Protect your instance and backups from accidental deletion.

A Cloud SQL instance that you create in the Google Cloud console or via Terraform enables accidental deletion prevention by default.

Use the export feature in Cloud SQL to export your data for additional protection. Use Cloud Scheduler with the REST API to automate export management. For more advanced scenarios, Cloud Scheduler with Cloud Run functions for automation.

Tune and monitor

Tuning and monitoring database instances can help in reducing or avoiding vacuum-related problems.

The VACUUM operation has different variants with different levels of locking: standard VACUUM and VACUUM FULL. The VACUUM FULL option can reclaim more disk space but exclusively locks the table and runs slowly. Instead, use the standard form of VACUUM, which can run in parallel with production database operations. When you use the VACUUM operation, commands such as SELECT, INSERT, UPDATE, and DELETE will continue to function normally. You will not be able to modify the definition of a table with commands such as ALTER TABLE while it is being vacuumed.

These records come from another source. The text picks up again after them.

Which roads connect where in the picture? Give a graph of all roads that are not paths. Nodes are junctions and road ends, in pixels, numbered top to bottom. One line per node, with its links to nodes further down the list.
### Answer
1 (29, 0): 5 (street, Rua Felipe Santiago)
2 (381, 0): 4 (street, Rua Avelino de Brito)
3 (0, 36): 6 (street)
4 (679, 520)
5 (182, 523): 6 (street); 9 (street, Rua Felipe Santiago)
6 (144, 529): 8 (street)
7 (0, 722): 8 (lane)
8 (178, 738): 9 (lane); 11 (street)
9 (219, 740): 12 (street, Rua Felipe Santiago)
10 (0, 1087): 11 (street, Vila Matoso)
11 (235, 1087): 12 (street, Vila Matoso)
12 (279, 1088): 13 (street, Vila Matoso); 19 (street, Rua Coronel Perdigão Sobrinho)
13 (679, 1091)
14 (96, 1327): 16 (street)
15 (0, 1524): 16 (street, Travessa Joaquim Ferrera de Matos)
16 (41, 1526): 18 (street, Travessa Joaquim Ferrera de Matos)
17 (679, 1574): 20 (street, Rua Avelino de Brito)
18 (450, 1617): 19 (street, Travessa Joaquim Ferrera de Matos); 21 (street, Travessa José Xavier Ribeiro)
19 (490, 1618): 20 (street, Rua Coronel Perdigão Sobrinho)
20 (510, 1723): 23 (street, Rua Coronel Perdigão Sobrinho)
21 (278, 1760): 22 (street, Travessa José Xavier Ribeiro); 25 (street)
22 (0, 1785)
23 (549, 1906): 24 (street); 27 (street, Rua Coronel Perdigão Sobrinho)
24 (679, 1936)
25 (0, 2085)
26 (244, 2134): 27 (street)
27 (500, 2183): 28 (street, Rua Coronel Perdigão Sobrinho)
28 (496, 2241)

Here are some recommendations that might help in reducing the time it takes to complete the VACUUM operation:

  • Increase system memory and maintenance_work_mem. This batches more tuples in each iteration and completes the work as quickly as possible. Note that when autovacuum runs, up to autovacuum_max_workers times this memory may be allocated, so be careful not to set the default value too high.
  • The VACUUM operation generates a lot of write-ahead log (WAL) records. If it's possible to reduce the number of WAL records, such as by having no replicas configured for this instance, the operation completes more quickly.
  • If the table has reached the two billion transaction IDs limit because none of the tuples is frozen, then try to reduce the amount of work done in single-user mode. One possible option is to set vacuum_freeze_min_age=1,000,000,000 (the maximum allowed value, up from the default of 50,000,000). This new value reduces the number of tuples frozen up to two times.
  • PostgreSQL version 12.0 and later versions support cleanup and VACUUM operations without cleaning the index entries. This is crucial, as cleaning the index requires a complete index scan, and if there are multiple indexes, then the total time depends on index size.
  • Larger indexes consume a significant amount of time for the index scan, therefore INDEX_CLEANUP OFF is preferred to quickly clean up and freeze the table data. PostgreSQL versions before 12.0 need to tune the number of indexes. That is, if there are non-critical indexes, then it might be helpful to drop the NON-CRITICAL index to speed up the vacuum operation.